To help sort it all out, researchers from the Center for Weight, Eating and Lifestyle Science (WELL Center) in the College of Arts and Sciences at Drexel University systematically reviewed numerous independently published guidelines for having conversations with children about weight status to analyze their content, consistency, actionability and scientific support.
“It’s important that parents and health care professionals be critical consumers of guidelines on talking to kids about overweight and obesity because guidelines have a lot of variability between them on the question of whether or not to talk about a kid’s weight directly,” said Elizabeth Lampe, graduate student in the College of Arts and Sciences and lead author. “Parents and health care professionals should read several different guidelines and make sure that they are making the best decision for their kid, since every situation can be unique.”

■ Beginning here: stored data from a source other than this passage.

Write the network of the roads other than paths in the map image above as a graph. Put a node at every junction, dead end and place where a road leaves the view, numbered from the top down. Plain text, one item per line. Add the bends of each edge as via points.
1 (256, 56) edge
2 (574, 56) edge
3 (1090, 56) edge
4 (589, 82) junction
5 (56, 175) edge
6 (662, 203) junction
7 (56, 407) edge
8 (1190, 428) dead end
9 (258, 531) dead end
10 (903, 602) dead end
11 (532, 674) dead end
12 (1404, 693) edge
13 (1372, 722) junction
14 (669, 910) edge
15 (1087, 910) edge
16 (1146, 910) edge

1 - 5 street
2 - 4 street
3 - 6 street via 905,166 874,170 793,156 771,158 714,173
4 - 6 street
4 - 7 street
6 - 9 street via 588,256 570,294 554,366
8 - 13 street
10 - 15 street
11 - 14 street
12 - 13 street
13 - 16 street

Researchers performed web-based searches that identified 59 independently published guidelines on childhood obesity by major health advocacy groups. Only 13 provided explicit direction on how the caregiver or health care professional should approach a conversation about overweight or obesity with a child.
Throughout the 13 guidelines, nine topics were identified within the advice provided: attitude modeling (covered by 31% of guidelines), behavior modeling (61%), dietary recommendations (54%), physical activity (46%), body acceptance and self-esteem (69%), conversation advice (92%), contact with health care professionals (46%), talking about “weight” versus “overall health” (54%) and external factors, such as bullying and/or media (54%).

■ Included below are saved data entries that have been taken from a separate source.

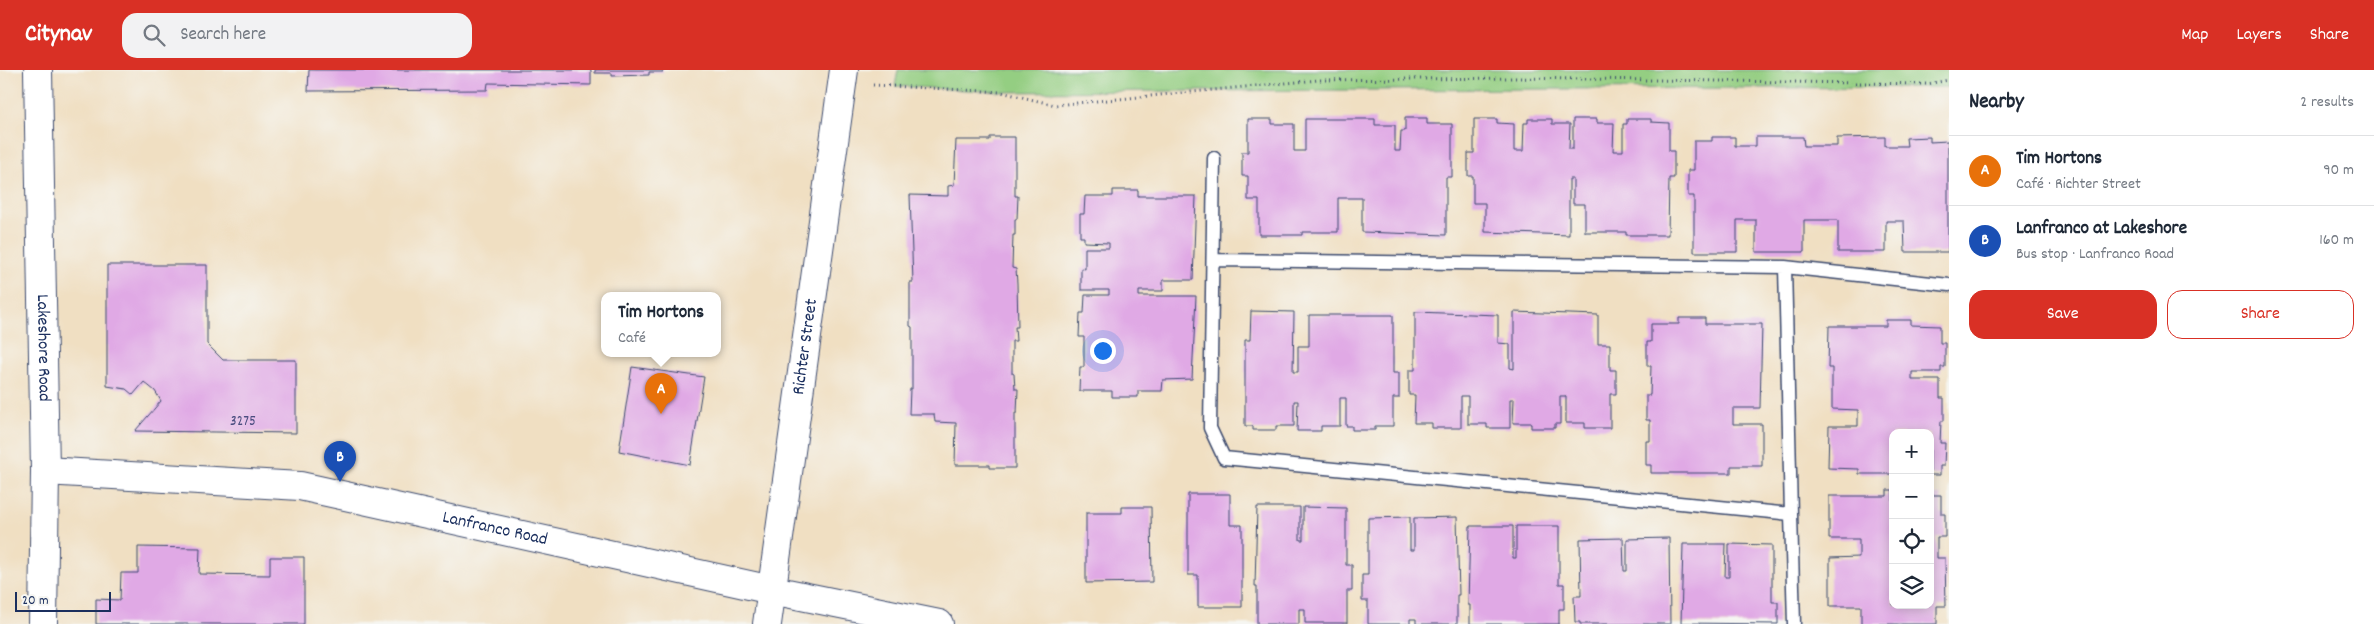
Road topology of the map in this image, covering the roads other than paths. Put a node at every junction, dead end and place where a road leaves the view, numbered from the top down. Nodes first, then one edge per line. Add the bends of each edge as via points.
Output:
1 (38, 70) edge
2 (843, 77) edge
3 (1214, 158) dead end
4 (1213, 260) junction
5 (1785, 267) junction
6 (1949, 284) edge
7 (45, 472) junction
8 (1791, 514) junction
9 (772, 590) junction
10 (43, 624) edge
11 (767, 624) edge
12 (940, 624) edge
13 (1794, 624) edge

1 - 7 street, Lakeshore Road
2 - 9 street, Richter Street
3 - 4 lane
4 - 5 lane
4 - 8 lane via 1210,428 1224,458
5 - 6 lane
5 - 8 lane
7 - 9 street, Lanfranco Road via 300,486
7 - 10 street, Lakeshore Road
8 - 13 lane
9 - 11 street, Richter Street
9 - 12 street, Lanfranco Road

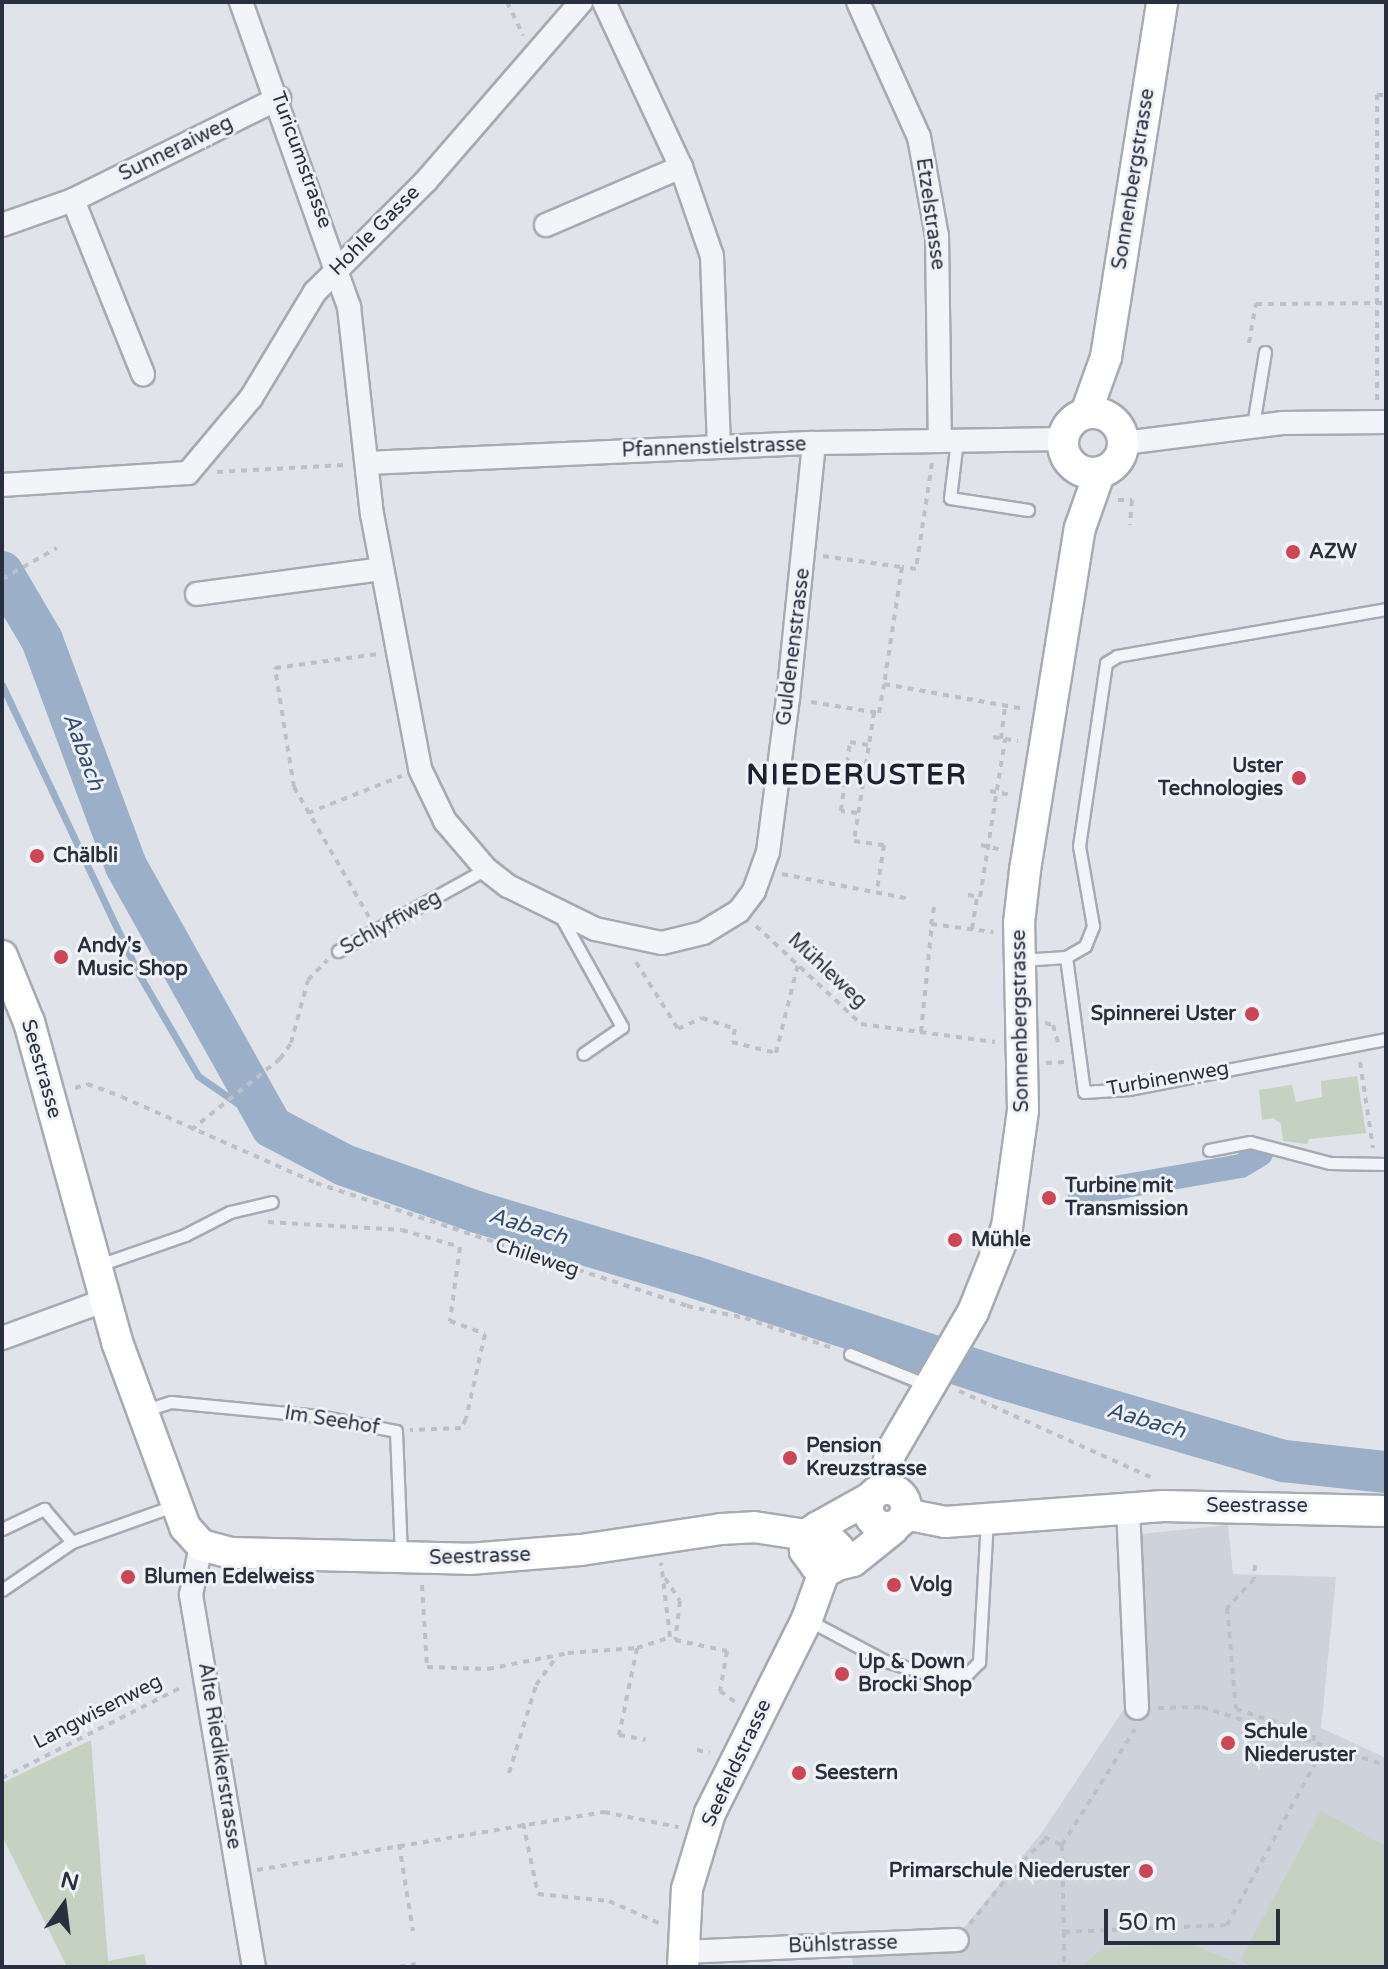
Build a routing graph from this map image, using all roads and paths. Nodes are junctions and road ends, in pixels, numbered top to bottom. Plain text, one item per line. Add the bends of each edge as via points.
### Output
1 (241, 2) edge
2 (507, 2) edge
3 (581, 2) edge
4 (604, 2) edge
5 (858, 2) edge
6 (1162, 2) edge
7 (538, 50) junction
8 (1386, 95) edge
9 (279, 98) junction
10 (681, 167) junction
11 (73, 200) junction
12 (2, 225) edge
13 (546, 225) dead end
14 (339, 267) junction
15 (1377, 303) junction
16 (1386, 303) edge
17 (1248, 351) dead end
18 (1265, 352) dead end
19 (143, 374) dead end
20 (1096, 415) junction
21 (1382, 416) edge
22 (1253, 425) junction
23 (1062, 439) junction
24 (814, 443) junction
25 (1124, 443) junction
26 (944, 444) junction
27 (719, 447) junction
28 (367, 463) junction
29 (188, 473) junction
30 (1094, 481) junction
31 (2, 485) edge
32 (1028, 510) dead end
33 (1130, 525) dead end
34 (57, 548) dead end
35 (805, 553) junction
36 (902, 567) junction
37 (381, 569) junction
38 (2, 579) edge
39 (197, 594) dead end
40 (1386, 609) edge
41 (888, 615) dead end
42 (894, 616) junction
43 (384, 653) dead end
44 (880, 658) dead end
45 (888, 659) junction
46 (884, 684) junction
47 (788, 699) junction
48 (1005, 706) junction
49 (1034, 711) dead end
50 (874, 712) junction
51 (869, 745) junction
52 (408, 774) dead end
53 (308, 813) junction
54 (858, 813) junction
55 (486, 869) junction
56 (763, 871) junction
57 (877, 890) junction
58 (968, 895) dead end
59 (977, 896) junction
60 (909, 899) dead end
61 (934, 907) dead end
62 (560, 915) junction
63 (748, 919) dead end
64 (932, 924) junction
65 (376, 929) junction
66 (972, 929) junction
67 (923, 933) dead end
68 (931, 934) junction
69 (1019, 948) junction
70 (338, 951) joint
71 (2, 956) edge
72 (1066, 957) junction
73 (636, 962) dead end
74 (798, 964) junction
75 (918, 967) dead end
76 (925, 968) junction
77 (1045, 1023) dead end
78 (921, 1032) junction
79 (1386, 1039) edge
80 (988, 1041) dead end
81 (1357, 1043) junction
82 (583, 1054) dead end
83 (1046, 1063) dead end
84 (64, 1091) dead end
85 (191, 1130) junction
86 (1209, 1150) dead end
87 (1381, 1164) edge
88 (272, 1202) dead end
89 (254, 1223) dead end
90 (94, 1266) junction
91 (103, 1301) junction
92 (2, 1338) edge
93 (850, 1354) joint
94 (935, 1382) junction
95 (142, 1411) junction
96 (396, 1431) junction
97 (1162, 1483) dead end
98 (877, 1493) junction
99 (177, 1505) junction
100 (1128, 1508) junction
101 (1386, 1511) edge
102 (987, 1519) junction
103 (899, 1522) junction
104 (2, 1529) edge
105 (812, 1531) junction
106 (72, 1542) junction
107 (201, 1545) junction
108 (659, 1554) dead end
109 (411, 1559) junction
110 (1255, 1565) dead end
111 (831, 1567) junction
112 (664, 1577) junction
113 (2, 1590) edge
114 (807, 1619) junction
115 (637, 1648) junction
116 (558, 1655) junction
117 (207, 1673) junction
118 (743, 1707) dead end
119 (1137, 1708) junction
120 (646, 1740) dead end
121 (1313, 1741) junction
122 (1324, 1747) junction
123 (1386, 1765) edge
124 (509, 1773) dead end
125 (2, 1778) edge
126 (523, 1823) junction
127 (684, 1829) dead end
128 (399, 1844) junction
129 (1062, 1845) junction
130 (237, 1874) junction
131 (661, 1924) dead end
132 (413, 1931) dead end
133 (1064, 1932) junction
134 (957, 1940) joint
135 (682, 1960) edge
136 (416, 1964) dead end
137 (254, 1967) edge
138 (399, 1967) edge
139 (1064, 1967) edge

1 - 9 street, Turicumstrasse
2 - 7 path via 519,31
3 - 7 street, Hohle Gasse
4 - 10 street
5 - 26 street, Etzelstrasse via 919,137 937,236
6 - 20 street, Sonnenbergstrasse
7 - 14 street, Hohle Gasse via 426,181
8 - 15 path via 1377,95
9 - 11 street, Sunneraiweg
9 - 14 street, Turicumstrasse
10 - 13 street
10 - 27 street via 712,256
11 - 12 street, Sunneraiweg
11 - 19 street
14 - 28 street, Turicumstrasse via 349,307
14 - 29 street, Hohle Gasse via 315,292 229,428
15 - 16 path
15 - 17 path via 1256,304
15 - 21 path
18 - 22 lane
20 - 23 street via 1075,419
20 - 25 street via 1122,432
21 - 22 street
22 - 25 street
23 - 26 street, Pfannenstielstrasse
23 - 30 street via 1063,451
24 - 26 street, Pfannenstielstrasse
24 - 27 street, Pfannenstielstrasse
24 - 35 street, Guldenenstrasse
25 - 30 street via 1114,466
26 - 32 lane via 950,498
26 - 36 path via 916,569
27 - 28 street, Pfannenstielstrasse
28 - 29 path
28 - 37 street, Guldenenstrasse
29 - 31 street
30 - 33 path via 1132,500
30 - 69 street, Sonnenbergstrasse via 1080,528 1025,870
34 - 38 path
35 - 36 path
35 - 47 street, Guldenenstrasse
36 - 42 path
37 - 39 street
37 - 55 street, Guldenenstrasse via 420,769 445,821
40 - 72 lane via 1117,656 1106,663 1079,846 1093,926 1085,946
41 - 42 path
42 - 45 path
43 - 53 path via 275,668 294,787
44 - 45 path
45 - 46 path
46 - 48 path
46 - 50 path via 879,713
47 - 50 path
47 - 56 street, Guldenenstrasse
48 - 49 path
48 - 59 path
50 - 51 path
51 - 54 path
51 - 54 path via 850,742 841,811
52 - 53 path
53 - 65 path
54 - 57 path via 854,841 884,845
55 - 62 street, Guldenenstrasse
55 - 65 lane, Schlyffiweg
56 - 57 path
56 - 62 street, Guldenenstrasse via 739,911 686,939 638,941
57 - 60 path
58 - 59 path
59 - 66 path
61 - 64 path
62 - 82 lane via 622,1027
63 - 74 path, Mühleweg
64 - 66 path
64 - 68 path
65 - 70 lane, Schlyffiweg
66 - 69 path
67 - 68 path
68 - 76 path
69 - 72 lane
69 - 94 street, Sonnenbergstrasse via 1023,1110 1017,1175 989,1281
70 - 85 path, Schlyffiweg via 308,980 291,1043
71 - 90 street, Seestrasse via 29,1022
72 - 81 lane, Turbinenweg via 1084,1092 1129,1089
73 - 74 path via 678,1029 702,1018 735,1029 732,1042 776,1053
74 - 78 path, Mühleweg via 861,1024
75 - 76 path
76 - 78 path via 931,969
77 - 83 path via 1053,1025 1064,1063
78 - 80 path, Mühleweg
79 - 81 lane, Turbinenweg
81 - 87 path
84 - 85 path, Chileweg via 87,1084
85 - 93 path, Chileweg via 316,1183 487,1242
86 - 87 lane via 1250,1142 1330,1163
88 - 90 lane via 230,1212 185,1235
89 - 96 path via 402,1230 460,1247 450,1321 485,1334 466,1419 461,1428
90 - 91 street, Seestrasse
91 - 92 street
91 - 95 street, Seestrasse
93 - 94 lane
94 - 97 path via 1020,1415
94 - 98 street, Sonnenbergstrasse via 890,1454
95 - 96 lane, Im Seehof via 171,1402 318,1416
95 - 99 street, Seestrasse
96 - 109 lane, Im Seehof
98 - 103 street via 875,1519
98 - 105 street
99 - 106 lane
99 - 107 street, Seestrasse via 185,1527
100 - 101 street, Seestrasse
100 - 102 street, Seestrasse
100 - 119 street
102 - 103 street, Seestrasse
102 - 114 lane via 979,1662 968,1673 929,1674 885,1661
103 - 111 street via 853,1561
104 - 106 lane via 44,1509
105 - 109 street, Seestrasse via 743,1528 542,1554
105 - 111 street via 805,1551
106 - 113 lane
107 - 109 street, Seestrasse via 231,1553
107 - 117 street, Alte Riedikerstrasse via 191,1595
108 - 112 path
109 - 116 path via 427,1667 488,1669
110 - 121 path via 1254,1579 1227,1608 1236,1709 1314,1735
111 - 114 street, Seefeldstrasse
112 - 115 path via 670,1637
112 - 118 path via 680,1601 675,1640 727,1651 720,1691
114 - 135 street, Seefeldstrasse via 710,1813 687,1889
115 - 116 path
115 - 120 path via 619,1735
116 - 124 path via 536,1685
117 - 125 path, Langwisenweg
117 - 130 street, Alte Riedikerstrasse
119 - 121 path via 1202,1707
119 - 129 path via 1134,1734
121 - 122 path
122 - 123 path
122 - 133 path via 1227,1925
126 - 127 path via 604,1812
126 - 128 path
126 - 131 path via 538,1894 609,1901
128 - 130 path
128 - 132 path
129 - 133 path
129 - 134 path via 1045,1839
130 - 137 street, Alte Riedikerstrasse
133 - 139 path
134 - 135 street, Bühlstrasse
136 - 138 path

The table shows the nine different topic domains identified in the guidelines, examples of how they appeared and a percentage of how often they appeared.
Lampe noted that although all guidelines presented similar content, several inconsistencies in recommendations emerged. Only three of the 13 guidelines referenced any scholarly sources and only a small minority of advice was easily applied to everyday situations by caregivers or health care professionals.
“We call for future guidelines to unify their messages for caregivers and health care professionals and be better supported by scholarly data,” said Lampe.
She added that parents and caregivers are not the only consumers of these guidelines.
“Policy makers may be using these guidelines to influence their decisions or practitioners might use these guidelines to inform their practice,” said Lampe. “Some important implications of this could be a lack of health behavior change and potential perpetuation of weight stigma.”
The report, “Guidelines for Caregivers and Healthcare Professionals on Speaking to Children About Overweight and Obesity: A Systematic Review of the Gray Literature,” was recently published in Translational Behavioral Medicine. Authors include Sophie Abber, graduate student; Evan Forman, PhD and Stephanie Manasse, PhD of Drexel University.
Although this study has concluded, the WELL Center continues to recruit for other weight management studies, including a teen healthy lifestyle study through the Child and Adolescent Program called Project REACH.